- _What to work on_: The answer is the data repeated in full, with no pictures included.

- _Available data_:
=-=-=
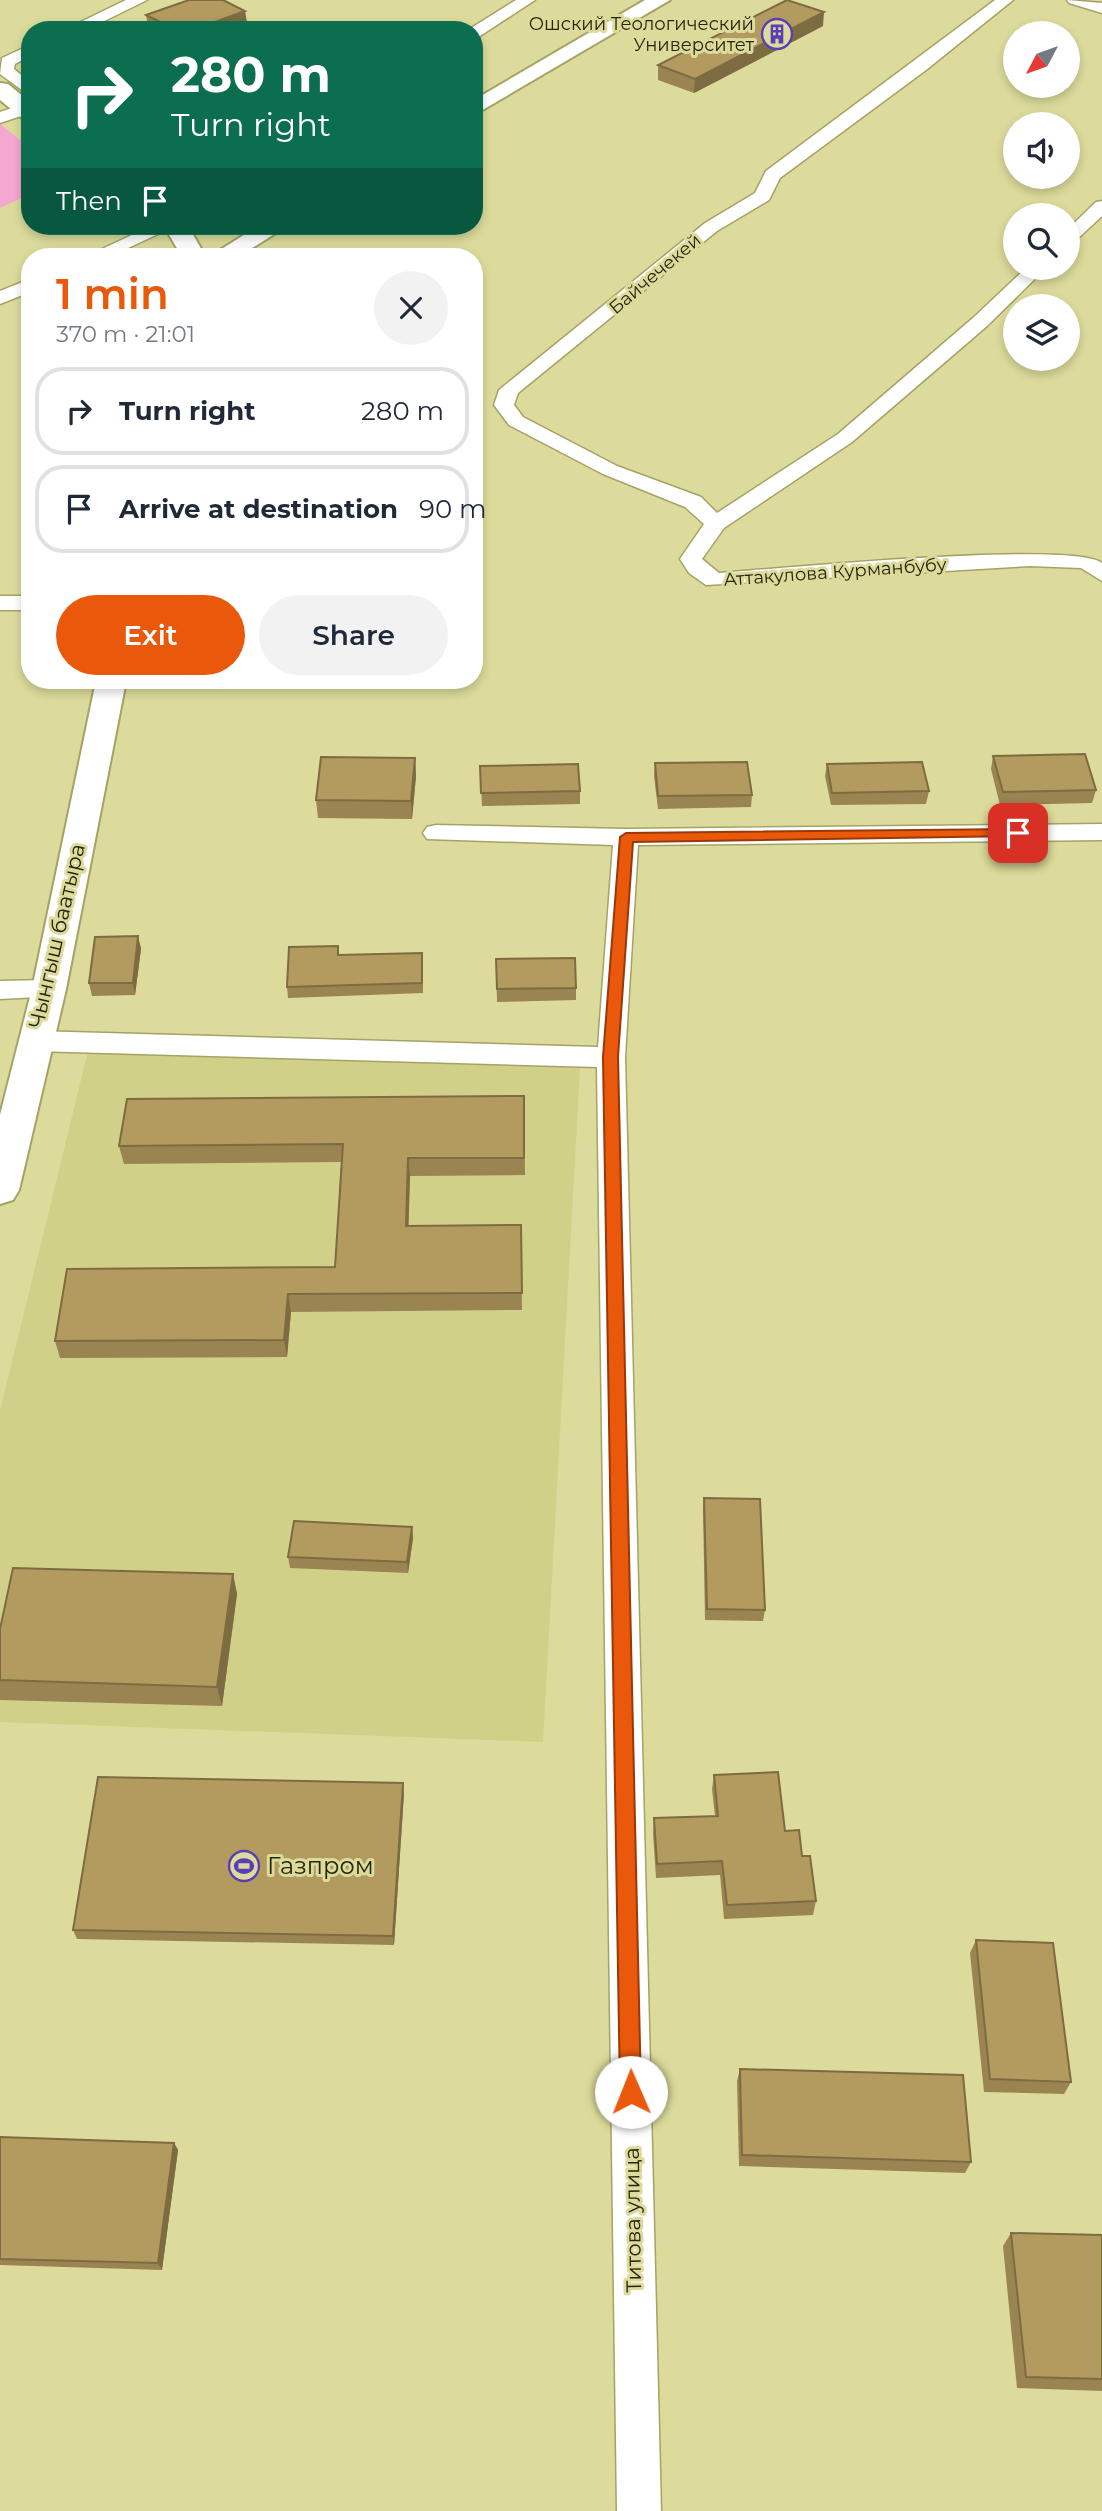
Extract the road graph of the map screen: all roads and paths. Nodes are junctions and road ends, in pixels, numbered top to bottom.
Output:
1 (139, 0) edge
2 (527, 0) edge
3 (660, 0) edge
4 (1005, 0) edge
5 (1075, 0) edge
6 (1102, 8) edge
7 (92, 21) edge
8 (483, 27) edge
9 (21, 54) edge
10 (0, 89) edge
11 (21, 93) edge
12 (21, 101) edge
13 (483, 104) edge
14 (21, 109) edge
15 (0, 118) edge
16 (1102, 206) edge
17 (1080, 227) edge
18 (145, 235) edge
19 (259, 235) edge
20 (115, 248) edge
21 (237, 248) edge
22 (1024, 280) edge
23 (21, 289) edge
24 (0, 298) edge
25 (716, 523) junction
26 (1102, 574) edge
27 (0, 603) edge
28 (21, 603) edge
29 (109, 689) edge
30 (1102, 832) edge
31 (436, 833) dead end
32 (626, 837) junction
33 (49, 989) junction
34 (0, 990) edge
35 (34, 1041) junction
36 (611, 1057) junction
37 (0, 1190) edge
38 (639, 2511) edge

1 - 7 street
2 - 8 street
3 - 13 main road
4 - 25 street, Байчечекей
5 - 6 street
9 - 11 street
10 - 12 main road
14 - 15 street
16 - 17 street
18 - 20 street
19 - 21 main road
22 - 25 street, Аттакулова Курманбубу
23 - 24 street
25 - 26 street, Аттакулова Курманбубу
27 - 28 street
29 - 33 main road, Чынгыш баатыра
30 - 32 street
31 - 32 street
32 - 36 street, Титова улица
33 - 34 street
33 - 35 main road, Чынгыш баатыра
35 - 36 street
35 - 37 main road, Чынгыш баатыра
36 - 38 street, Титова улица

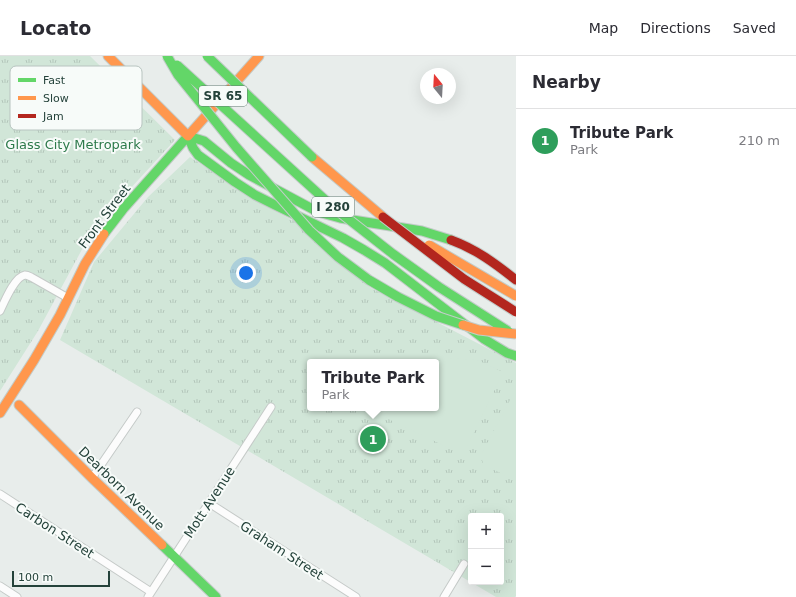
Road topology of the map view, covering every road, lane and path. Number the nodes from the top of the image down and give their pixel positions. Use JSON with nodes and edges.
{"nodes":[{"id":1,"x":108,"y":56,"type":"edge"},
{"id":2,"x":167,"y":56,"type":"edge"},
{"id":3,"x":207,"y":56,"type":"edge"},
{"id":4,"x":259,"y":56,"type":"edge"},
{"id":5,"x":118,"y":66,"type":"edge"},
{"id":6,"x":142,"y":90,"type":"edge"},
{"id":7,"x":188,"y":136,"type":"junction"},
{"id":8,"x":383,"y":217,"type":"junction"},
{"id":9,"x":516,"y":280,"type":"edge"},
{"id":10,"x":516,"y":296,"type":"edge"},
{"id":11,"x":68,"y":298,"type":"junction"},
{"id":12,"x":0,"y":311,"type":"edge"},
{"id":13,"x":516,"y":312,"type":"edge"},
{"id":14,"x":516,"y":335,"type":"edge"},
{"id":15,"x":516,"y":356,"type":"edge"},
{"id":16,"x":10,"y":396,"type":"junction"},
{"id":17,"x":19,"y":405,"type":"joint"},
{"id":18,"x":271,"y":407,"type":"dead end"},
{"id":19,"x":137,"y":412,"type":"dead end"},
{"id":20,"x":0,"y":413,"type":"edge"},
{"id":21,"x":92,"y":478,"type":"junction"},
{"id":22,"x":0,"y":494,"type":"edge"},
{"id":23,"x":209,"y":503,"type":"junction"},
{"id":24,"x":174,"y":556,"type":"junction"},
{"id":25,"x":464,"y":564,"type":"dead end"},
{"id":26,"x":0,"y":586,"type":"edge"},
{"id":27,"x":149,"y":594,"type":"edge"},
{"id":28,"x":17,"y":597,"type":"edge"},
{"id":29,"x":216,"y":597,"type":"edge"},
{"id":30,"x":356,"y":597,"type":"edge"},
{"id":31,"x":444,"y":597,"type":"edge"}],
"edges":[{"from":1,"to":5,"type":"main road"},
{"from":2,"to":14,"type":"main road","number":"I 280","bridge":true},
{"from":2,"to":14,"type":"main road","bridge":true},
{"from":3,"to":8,"type":"main road","number":"I 280","bridge":true},
{"from":4,"to":7,"type":"main road","name":"Front Street","number":"SR 65"},
{"from":6,"to":7,"type":"main road"},
{"from":7,"to":9,"type":"main road"},
{"from":7,"to":11,"type":"main road","name":"Front Street"},
{"from":7,"to":15,"type":"main road"},
{"from":8,"to":10,"type":"main road","bridge":true},
{"from":8,"to":13,"type":"main road","number":"I 280","bridge":true},
{"from":11,"to":12,"type":"street"},
{"from":11,"to":16,"type":"main road","name":"Front Street"},
{"from":16,"to":17,"type":"street","name":"Dearborn Avenue"},
{"from":16,"to":20,"type":"main road","name":"Front Street"},
{"from":17,"to":21,"type":"main road","name":"Dearborn Avenue"},
{"from":18,"to":23,"type":"street","name":"Mott Avenue"},
{"from":19,"to":21,"type":"street"},
{"from":21,"to":24,"type":"main road","name":"Dearborn Avenue"},
{"from":22,"to":27,"type":"street","name":"Carbon Street"},
{"from":23,"to":24,"type":"street","name":"Mott Avenue"},
{"from":23,"to":30,"type":"street","name":"Graham Street"},
{"from":24,"to":27,"type":"street","name":"Mott Avenue"},
{"from":24,"to":29,"type":"main road","name":"Dearborn Avenue"},
{"from":25,"to":31,"type":"street"},
{"from":26,"to":28,"type":"street"}]}
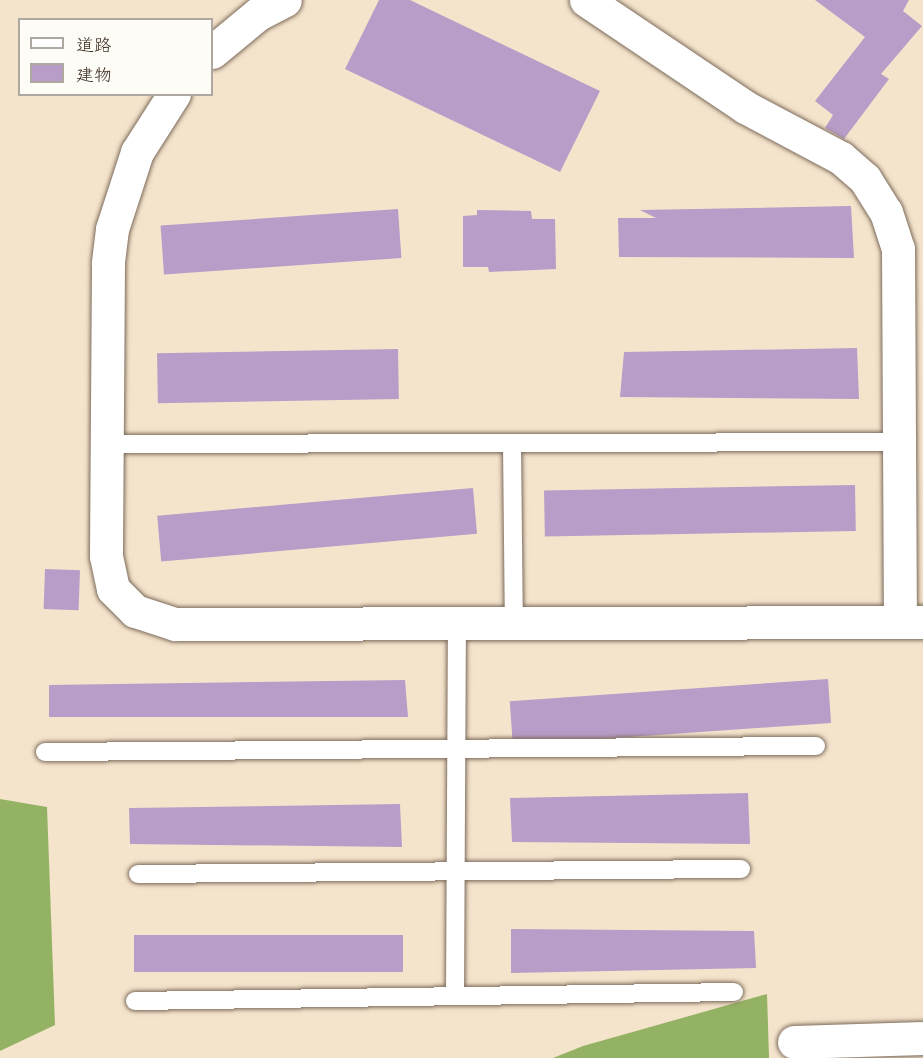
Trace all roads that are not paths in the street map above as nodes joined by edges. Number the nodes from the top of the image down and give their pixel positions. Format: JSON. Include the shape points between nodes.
{"nodes":[{"id":1,"x":285,"y":0,"type":"edge"},
{"id":2,"x":586,"y":0,"type":"edge"},
{"id":3,"x":213,"y":51,"type":"edge"},
{"id":4,"x":173,"y":96,"type":"edge"},
{"id":5,"x":899,"y":442,"type":"junction"},
{"id":6,"x":106,"y":444,"type":"junction"},
{"id":7,"x":512,"y":444,"type":"junction"},
{"id":8,"x":911,"y":622,"type":"edge"},
{"id":9,"x":457,"y":624,"type":"junction"},
{"id":10,"x":514,"y":624,"type":"junction"},
{"id":11,"x":816,"y":746,"type":"dead end"},
{"id":12,"x":456,"y":748,"type":"junction"},
{"id":13,"x":45,"y":752,"type":"dead end"},
{"id":14,"x":741,"y":869,"type":"dead end"},
{"id":15,"x":455,"y":872,"type":"junction"},
{"id":16,"x":138,"y":874,"type":"dead end"},
{"id":17,"x":734,"y":992,"type":"dead end"},
{"id":18,"x":455,"y":996,"type":"junction"},
{"id":19,"x":135,"y":1001,"type":"dead end"},
{"id":20,"x":923,"y":1038,"type":"edge"},
{"id":21,"x":794,"y":1042,"type":"dead end"}],
"edges":[{"from":1,"to":3,"type":"street","via":[[258,14]]},
{"from":2,"to":5,"type":"street","via":[[745,107],[841,158],[865,179],[886,212],[898,249]]},
{"from":4,"to":6,"type":"street","via":[[137,153],[112,229],[107,279]]},
{"from":5,"to":7,"type":"lane"},
{"from":5,"to":8,"type":"street"},
{"from":6,"to":7,"type":"lane"},
{"from":6,"to":9,"type":"street","via":[[108,574],[124,602],[144,615],[175,624]]},
{"from":7,"to":10,"type":"lane"},
{"from":8,"to":10,"type":"street"},
{"from":9,"to":10,"type":"street"},
{"from":9,"to":12,"type":"lane"},
{"from":11,"to":12,"type":"lane"},
{"from":12,"to":13,"type":"lane"},
{"from":12,"to":15,"type":"lane"},
{"from":14,"to":15,"type":"lane"},
{"from":15,"to":16,"type":"lane"},
{"from":15,"to":18,"type":"lane"},
{"from":17,"to":18,"type":"lane"},
{"from":18,"to":19,"type":"lane"},
{"from":20,"to":21,"type":"street"}]}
=-=-=
- _Exercise output_:
Extract the road graph of the map screen: all roads and paths. Nodes are junctions and road ends, in pixels, numbered top to bottom.
Output:
1 (139, 0) edge
2 (527, 0) edge
3 (660, 0) edge
4 (1005, 0) edge
5 (1075, 0) edge
6 (1102, 8) edge
7 (92, 21) edge
8 (483, 27) edge
9 (21, 54) edge
10 (0, 89) edge
11 (21, 93) edge
12 (21, 101) edge
13 (483, 104) edge
14 (21, 109) edge
15 (0, 118) edge
16 (1102, 206) edge
17 (1080, 227) edge
18 (145, 235) edge
19 (259, 235) edge
20 (115, 248) edge
21 (237, 248) edge
22 (1024, 280) edge
23 (21, 289) edge
24 (0, 298) edge
25 (716, 523) junction
26 (1102, 574) edge
27 (0, 603) edge
28 (21, 603) edge
29 (109, 689) edge
30 (1102, 832) edge
31 (436, 833) dead end
32 (626, 837) junction
33 (49, 989) junction
34 (0, 990) edge
35 (34, 1041) junction
36 (611, 1057) junction
37 (0, 1190) edge
38 (639, 2511) edge

1 - 7 street
2 - 8 street
3 - 13 main road
4 - 25 street, Байчечекей
5 - 6 street
9 - 11 street
10 - 12 main road
14 - 15 street
16 - 17 street
18 - 20 street
19 - 21 main road
22 - 25 street, Аттакулова Курманбубу
23 - 24 street
25 - 26 street, Аттакулова Курманбубу
27 - 28 street
29 - 33 main road, Чынгыш баатыра
30 - 32 street
31 - 32 street
32 - 36 street, Титова улица
33 - 34 street
33 - 35 main road, Чынгыш баатыра
35 - 36 street
35 - 37 main road, Чынгыш баатыра
36 - 38 street, Титова улица

Road topology of the map view, covering every road, lane and path. Number the nodes from the top of the image down and give their pixel positions. Use JSON with nodes and edges.
{"nodes":[{"id":1,"x":108,"y":56,"type":"edge"},
{"id":2,"x":167,"y":56,"type":"edge"},
{"id":3,"x":207,"y":56,"type":"edge"},
{"id":4,"x":259,"y":56,"type":"edge"},
{"id":5,"x":118,"y":66,"type":"edge"},
{"id":6,"x":142,"y":90,"type":"edge"},
{"id":7,"x":188,"y":136,"type":"junction"},
{"id":8,"x":383,"y":217,"type":"junction"},
{"id":9,"x":516,"y":280,"type":"edge"},
{"id":10,"x":516,"y":296,"type":"edge"},
{"id":11,"x":68,"y":298,"type":"junction"},
{"id":12,"x":0,"y":311,"type":"edge"},
{"id":13,"x":516,"y":312,"type":"edge"},
{"id":14,"x":516,"y":335,"type":"edge"},
{"id":15,"x":516,"y":356,"type":"edge"},
{"id":16,"x":10,"y":396,"type":"junction"},
{"id":17,"x":19,"y":405,"type":"joint"},
{"id":18,"x":271,"y":407,"type":"dead end"},
{"id":19,"x":137,"y":412,"type":"dead end"},
{"id":20,"x":0,"y":413,"type":"edge"},
{"id":21,"x":92,"y":478,"type":"junction"},
{"id":22,"x":0,"y":494,"type":"edge"},
{"id":23,"x":209,"y":503,"type":"junction"},
{"id":24,"x":174,"y":556,"type":"junction"},
{"id":25,"x":464,"y":564,"type":"dead end"},
{"id":26,"x":0,"y":586,"type":"edge"},
{"id":27,"x":149,"y":594,"type":"edge"},
{"id":28,"x":17,"y":597,"type":"edge"},
{"id":29,"x":216,"y":597,"type":"edge"},
{"id":30,"x":356,"y":597,"type":"edge"},
{"id":31,"x":444,"y":597,"type":"edge"}],
"edges":[{"from":1,"to":5,"type":"main road"},
{"from":2,"to":14,"type":"main road","number":"I 280","bridge":true},
{"from":2,"to":14,"type":"main road","bridge":true},
{"from":3,"to":8,"type":"main road","number":"I 280","bridge":true},
{"from":4,"to":7,"type":"main road","name":"Front Street","number":"SR 65"},
{"from":6,"to":7,"type":"main road"},
{"from":7,"to":9,"type":"main road"},
{"from":7,"to":11,"type":"main road","name":"Front Street"},
{"from":7,"to":15,"type":"main road"},
{"from":8,"to":10,"type":"main road","bridge":true},
{"from":8,"to":13,"type":"main road","number":"I 280","bridge":true},
{"from":11,"to":12,"type":"street"},
{"from":11,"to":16,"type":"main road","name":"Front Street"},
{"from":16,"to":17,"type":"street","name":"Dearborn Avenue"},
{"from":16,"to":20,"type":"main road","name":"Front Street"},
{"from":17,"to":21,"type":"main road","name":"Dearborn Avenue"},
{"from":18,"to":23,"type":"street","name":"Mott Avenue"},
{"from":19,"to":21,"type":"street"},
{"from":21,"to":24,"type":"main road","name":"Dearborn Avenue"},
{"from":22,"to":27,"type":"street","name":"Carbon Street"},
{"from":23,"to":24,"type":"street","name":"Mott Avenue"},
{"from":23,"to":30,"type":"street","name":"Graham Street"},
{"from":24,"to":27,"type":"street","name":"Mott Avenue"},
{"from":24,"to":29,"type":"main road","name":"Dearborn Avenue"},
{"from":25,"to":31,"type":"street"},
{"from":26,"to":28,"type":"street"}]}
Trace all roads that are not paths in the street map above as nodes joined by edges. Number the nodes from the top of the image down and give their pixel positions. Format: JSON. Include the shape points between nodes.
{"nodes":[{"id":1,"x":285,"y":0,"type":"edge"},
{"id":2,"x":586,"y":0,"type":"edge"},
{"id":3,"x":213,"y":51,"type":"edge"},
{"id":4,"x":173,"y":96,"type":"edge"},
{"id":5,"x":899,"y":442,"type":"junction"},
{"id":6,"x":106,"y":444,"type":"junction"},
{"id":7,"x":512,"y":444,"type":"junction"},
{"id":8,"x":911,"y":622,"type":"edge"},
{"id":9,"x":457,"y":624,"type":"junction"},
{"id":10,"x":514,"y":624,"type":"junction"},
{"id":11,"x":816,"y":746,"type":"dead end"},
{"id":12,"x":456,"y":748,"type":"junction"},
{"id":13,"x":45,"y":752,"type":"dead end"},
{"id":14,"x":741,"y":869,"type":"dead end"},
{"id":15,"x":455,"y":872,"type":"junction"},
{"id":16,"x":138,"y":874,"type":"dead end"},
{"id":17,"x":734,"y":992,"type":"dead end"},
{"id":18,"x":455,"y":996,"type":"junction"},
{"id":19,"x":135,"y":1001,"type":"dead end"},
{"id":20,"x":923,"y":1038,"type":"edge"},
{"id":21,"x":794,"y":1042,"type":"dead end"}],
"edges":[{"from":1,"to":3,"type":"street","via":[[258,14]]},
{"from":2,"to":5,"type":"street","via":[[745,107],[841,158],[865,179],[886,212],[898,249]]},
{"from":4,"to":6,"type":"street","via":[[137,153],[112,229],[107,279]]},
{"from":5,"to":7,"type":"lane"},
{"from":5,"to":8,"type":"street"},
{"from":6,"to":7,"type":"lane"},
{"from":6,"to":9,"type":"street","via":[[108,574],[124,602],[144,615],[175,624]]},
{"from":7,"to":10,"type":"lane"},
{"from":8,"to":10,"type":"street"},
{"from":9,"to":10,"type":"street"},
{"from":9,"to":12,"type":"lane"},
{"from":11,"to":12,"type":"lane"},
{"from":12,"to":13,"type":"lane"},
{"from":12,"to":15,"type":"lane"},
{"from":14,"to":15,"type":"lane"},
{"from":15,"to":16,"type":"lane"},
{"from":15,"to":18,"type":"lane"},
{"from":17,"to":18,"type":"lane"},
{"from":18,"to":19,"type":"lane"},
{"from":20,"to":21,"type":"street"}]}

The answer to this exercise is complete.